Hello. I am writing an assembler intended to be interpreted by a software. The software reads a file, break it into lines, separate commands, identify opcodes and check arguments and implement an assembler function that does that function internally inside the body of program as a C++ code later compiled and called with the arguments taken from scripts. This app doesn't compile into binary code. Can be this considered a simple interpreter?? Please let me know if you know places where to write interpreters. This is an app that I am making by myself without prior experience with real source. Thanks for your help. I am very happy with this forum.
implement an assembler function that does that function internally inside the body of program as a C++ code later compiled and called with the arguments
Are you saying that the output of your assembler is C++ code? That would be more appropriately called a code generator.
I am writing an assembler intended to be interpreted by a software.
Taht sounds more like your assembler is creating byte code to be interpreted later.
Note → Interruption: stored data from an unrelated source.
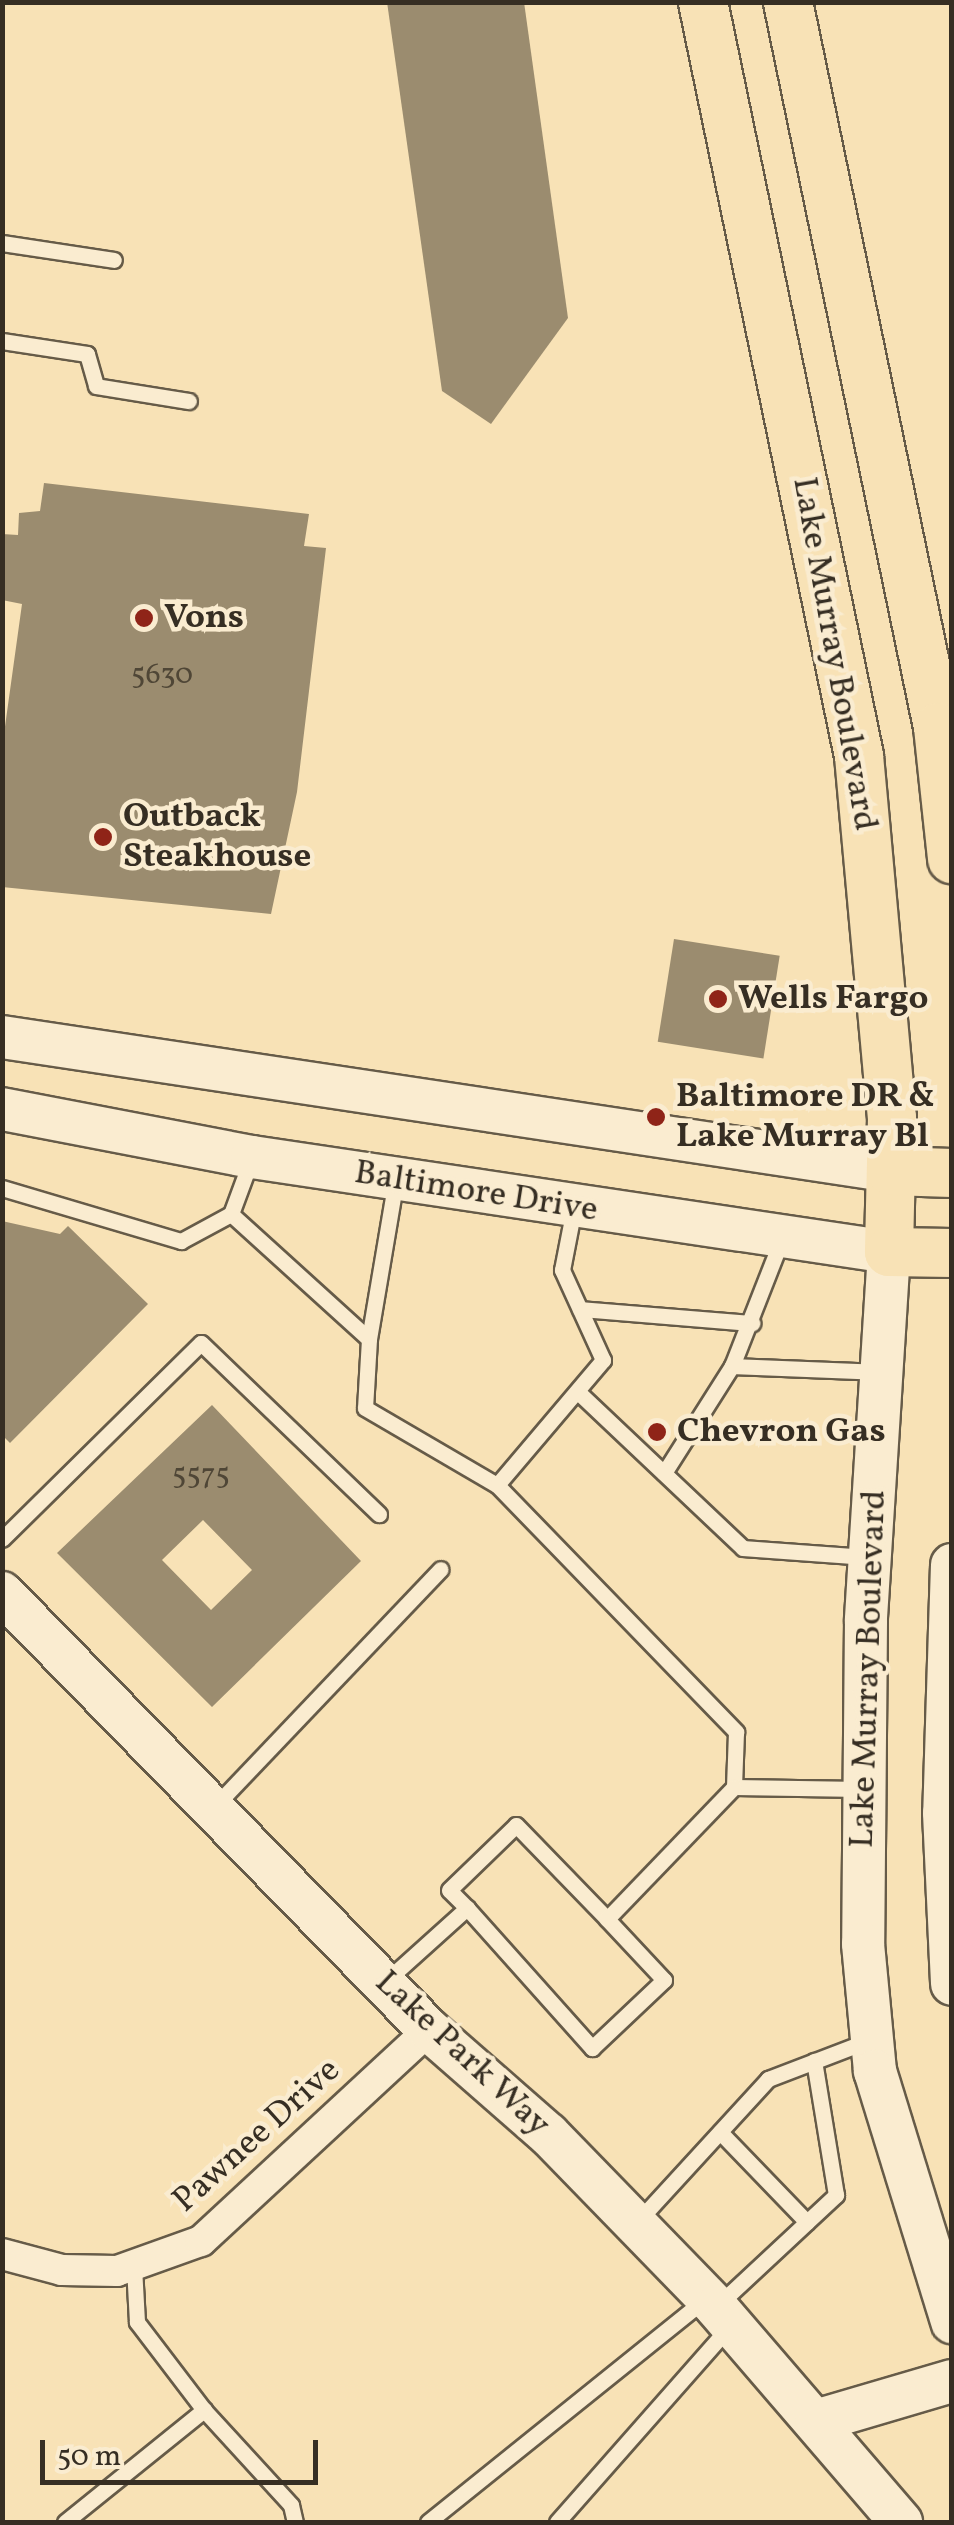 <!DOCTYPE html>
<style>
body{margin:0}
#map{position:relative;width:954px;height:2525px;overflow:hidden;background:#f8e2b6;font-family:Vollkorn,serif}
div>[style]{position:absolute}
.building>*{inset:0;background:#9b8c6f;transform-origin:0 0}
.roads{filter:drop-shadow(2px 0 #665b48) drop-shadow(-2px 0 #665b48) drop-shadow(0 2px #665b48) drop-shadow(0 -2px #665b48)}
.lane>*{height:15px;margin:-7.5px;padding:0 7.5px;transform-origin:7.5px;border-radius:7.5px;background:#faecd0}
.street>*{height:30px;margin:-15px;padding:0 15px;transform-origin:15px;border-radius:15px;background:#faecd0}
.secondary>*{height:42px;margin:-21px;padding:0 21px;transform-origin:21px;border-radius:21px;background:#faecd0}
.primary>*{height:48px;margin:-24px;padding:0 24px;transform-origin:24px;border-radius:24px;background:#f8e2b6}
.dots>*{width:28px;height:28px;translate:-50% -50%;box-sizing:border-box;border:5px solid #faecd0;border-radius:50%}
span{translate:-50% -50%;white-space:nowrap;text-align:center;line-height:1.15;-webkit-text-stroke:9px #faecd0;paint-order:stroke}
.number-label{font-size:30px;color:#4f4636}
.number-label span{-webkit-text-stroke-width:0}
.poi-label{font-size:35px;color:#362e23;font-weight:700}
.left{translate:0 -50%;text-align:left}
.street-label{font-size:35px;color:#362e23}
.frame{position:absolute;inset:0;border:5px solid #362e23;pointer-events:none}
.scale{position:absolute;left:40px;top:2440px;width:278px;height:45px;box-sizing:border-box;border:5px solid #362e23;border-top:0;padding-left:12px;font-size:30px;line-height:35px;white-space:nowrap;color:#362e23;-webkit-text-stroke:8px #faecd0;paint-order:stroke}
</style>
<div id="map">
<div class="building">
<div style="clip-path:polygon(387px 2px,524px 2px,568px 318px,491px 424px,442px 391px)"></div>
<div style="clip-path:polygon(44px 483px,309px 514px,304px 546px,326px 548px,297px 792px,271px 914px,2px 887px,2px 748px,22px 604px,2px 600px,2px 534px,18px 535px,19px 513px,40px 511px)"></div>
<div style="left:674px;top:939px;width:107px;height:104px;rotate:9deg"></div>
<div style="clip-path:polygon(2px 1221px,60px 1234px,68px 1226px,148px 1304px,10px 1443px,2px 1435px)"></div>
<div style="clip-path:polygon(evenodd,212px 1405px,361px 1561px,212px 1707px,57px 1553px,212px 1405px,203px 1520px,252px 1570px,211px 1610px,162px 1560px,203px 1520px)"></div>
</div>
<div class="roads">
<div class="lane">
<div style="left:2px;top:243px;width:113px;rotate:8.6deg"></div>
<div style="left:2px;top:341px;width:86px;rotate:8.7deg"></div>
<div style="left:87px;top:354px;width:33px;rotate:74deg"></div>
<div style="left:96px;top:386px;width:94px;rotate:9.2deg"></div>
<div style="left:2px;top:1188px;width:187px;rotate:16.5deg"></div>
<div style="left:181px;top:1241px;width:57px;rotate:-28.4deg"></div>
<div style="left:231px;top:1214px;width:58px;rotate:-69.7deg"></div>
<div style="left:231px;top:1214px;width:186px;rotate:42.2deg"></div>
<div style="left:369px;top:1339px;width:69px;rotate:93.3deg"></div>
<div style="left:365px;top:1408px;width:153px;rotate:30.3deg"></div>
<div style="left:497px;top:1485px;width:344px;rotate:45.9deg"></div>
<div style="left:736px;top:1732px;width:55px;rotate:92.1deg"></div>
<div style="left:734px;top:1787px;width:128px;rotate:0.9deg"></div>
<div style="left:580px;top:1309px;width:173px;rotate:4.7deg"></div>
<div style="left:369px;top:1339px;width:161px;rotate:-80.4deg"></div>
<div style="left:732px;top:1366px;width:134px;rotate:-68.6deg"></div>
<div style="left:578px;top:1392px;width:227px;rotate:43.4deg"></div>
<div style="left:743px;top:1548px;width:123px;rotate:4.2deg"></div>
<div style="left:664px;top:1473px;width:127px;rotate:-57.6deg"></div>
<div style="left:732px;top:1366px;width:149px;rotate:2.3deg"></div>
<div style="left:497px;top:1485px;width:164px;rotate:-49.7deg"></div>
<div style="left:603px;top:1360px;width:99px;rotate:-114.5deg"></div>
<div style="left:562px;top:1270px;width:63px;rotate:-79deg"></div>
<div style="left:2px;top:1539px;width:279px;rotate:-44.6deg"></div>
<div style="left:201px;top:1343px;width:247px;rotate:43.9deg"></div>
<div style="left:215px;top:1806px;width:327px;rotate:-46.4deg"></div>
<div style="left:467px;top:1908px;width:25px;rotate:-135deg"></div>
<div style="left:449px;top:1890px;width:93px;rotate:-44.1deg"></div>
<div style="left:516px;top:1825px;width:131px;rotate:45.9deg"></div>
<div style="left:387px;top:1980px;width:108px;rotate:-42deg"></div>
<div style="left:467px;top:1908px;width:188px;rotate:48.2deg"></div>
<div style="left:592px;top:2048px;width:99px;rotate:-43.4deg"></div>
<div style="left:664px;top:1980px;width:83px;rotate:-133.1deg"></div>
<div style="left:607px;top:1919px;width:183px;rotate:-46.1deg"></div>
<div style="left:720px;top:2132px;width:125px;rotate:46deg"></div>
<div style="left:807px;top:2222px;width:40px;rotate:-43deg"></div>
<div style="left:836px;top:2195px;width:136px;rotate:-99.3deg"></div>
<div style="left:638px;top:2221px;width:193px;rotate:-47.5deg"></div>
<div style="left:768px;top:2079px;width:109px;rotate:-20.9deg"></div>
<div style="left:719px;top:2304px;width:120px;rotate:-43deg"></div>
<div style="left:204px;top:2410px;width:129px;rotate:47.5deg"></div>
<div style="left:291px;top:2505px;width:17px;rotate:77deg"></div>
<div style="left:65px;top:2522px;width:179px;rotate:-38.9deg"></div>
<div style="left:204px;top:2410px;width:111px;rotate:-127.3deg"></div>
<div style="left:137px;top:2322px;width:55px;rotate:-93.1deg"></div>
<div style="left:428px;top:2522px;width:356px;rotate:-38.8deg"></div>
<div style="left:557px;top:2522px;width:260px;rotate:-48.6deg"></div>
</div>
<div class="street">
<div style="left:2px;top:2254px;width:62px;rotate:14.9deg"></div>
<div style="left:62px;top:2270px;width:55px;rotate:1deg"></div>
<div style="left:117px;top:2271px;width:89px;rotate:-19.7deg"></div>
<div style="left:201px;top:2241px;width:311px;rotate:-42.8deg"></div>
</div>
<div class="secondary">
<div style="left:2px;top:1037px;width:899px;rotate:8.57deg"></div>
<div style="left:2px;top:1109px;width:255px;rotate:10.9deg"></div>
<div style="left:252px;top:1157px;width:644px;rotate:8.48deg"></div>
<div style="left:889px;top:1252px;width:370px;rotate:93.6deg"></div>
<div style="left:866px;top:1621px;width:323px;rotate:90.5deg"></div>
<div style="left:863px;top:1944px;width:128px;rotate:84.6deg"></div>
<div style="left:875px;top:2071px;width:263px;rotate:72.9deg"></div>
<div style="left:952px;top:1565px;width:248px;rotate:91.8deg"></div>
<div style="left:944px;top:1813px;width:171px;rotate:87.3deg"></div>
<div style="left:2px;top:1593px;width:611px;rotate:45.66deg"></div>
<div style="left:429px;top:2030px;width:158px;rotate:41.2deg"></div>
<div style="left:548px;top:2134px;width:241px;rotate:45.8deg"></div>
<div style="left:716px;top:2307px;width:284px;rotate:49.3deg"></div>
<div style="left:816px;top:2421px;width:142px;rotate:-16.4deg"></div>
</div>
<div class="primary">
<div style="left:703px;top:2px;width:770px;rotate:78.31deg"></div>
<div style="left:859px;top:756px;width:364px;rotate:84.8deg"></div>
<div style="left:892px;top:1118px;width:134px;rotate:91.3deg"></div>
<div style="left:889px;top:1252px;width:63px;rotate:0.9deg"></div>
<div style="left:788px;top:2px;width:740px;rotate:78.31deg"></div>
<div style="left:938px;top:727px;width:133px;rotate:83.9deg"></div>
<div style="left:891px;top:1171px;width:61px;rotate:1.9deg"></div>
</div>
</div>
<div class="dots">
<div style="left:144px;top:618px;background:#8f2418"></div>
<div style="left:103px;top:837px;background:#8f2418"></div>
<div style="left:718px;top:999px;background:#8f2418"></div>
<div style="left:656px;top:1117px;background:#8f2418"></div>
<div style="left:657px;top:1432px;background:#8f2418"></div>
</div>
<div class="number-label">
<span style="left:162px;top:675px">5630</span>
<span style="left:201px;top:1475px">5575</span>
</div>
<div class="poi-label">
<span class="left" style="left:164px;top:618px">Vons</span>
<span class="left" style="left:123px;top:837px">Outback<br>Steakhouse</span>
<span class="left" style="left:738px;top:999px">Wells Fargo</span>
<span class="left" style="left:676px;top:1117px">Baltimore DR &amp;<br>Lake Murray Bl</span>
<span class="left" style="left:677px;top:1432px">Chevron Gas</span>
</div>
<div class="street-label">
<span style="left:834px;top:654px;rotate:80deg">Lake Murray Boulevard</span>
<span style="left:476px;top:1192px;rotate:9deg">Baltimore Drive</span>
<span style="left:869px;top:1669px;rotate:-88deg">Lake Murray Boulevard</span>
<span style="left:462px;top:2054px;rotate:43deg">Lake Park Way</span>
<span style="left:257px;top:2136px;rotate:-42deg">Pawnee Drive</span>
</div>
<div class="frame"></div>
<div class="scale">50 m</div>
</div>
So what exactly is the output of your "assembler?" Can you give an example of a couple input ("assembly") instructions and the output that your program creates?
in programming terms, an interpreter is a tool that reads source file(s) and executes them *as it goes*. They typically do not have a ton of look-ahead capability, they just go to the starting point (eg main line 1 in c++ terms) and try to execute that, and then the next statement, etc. If there is an error in a subroutine, it typically executes until it hits the bad statement and stops there, unlike a compiled language where it error checks it before it renders running code. Basic, python, javascript are examples.
If your program is not doing the above, it is 'something else'.
Java is an extremely complicated study, using a mix of ideas from both approaches, if you want to get in deep water.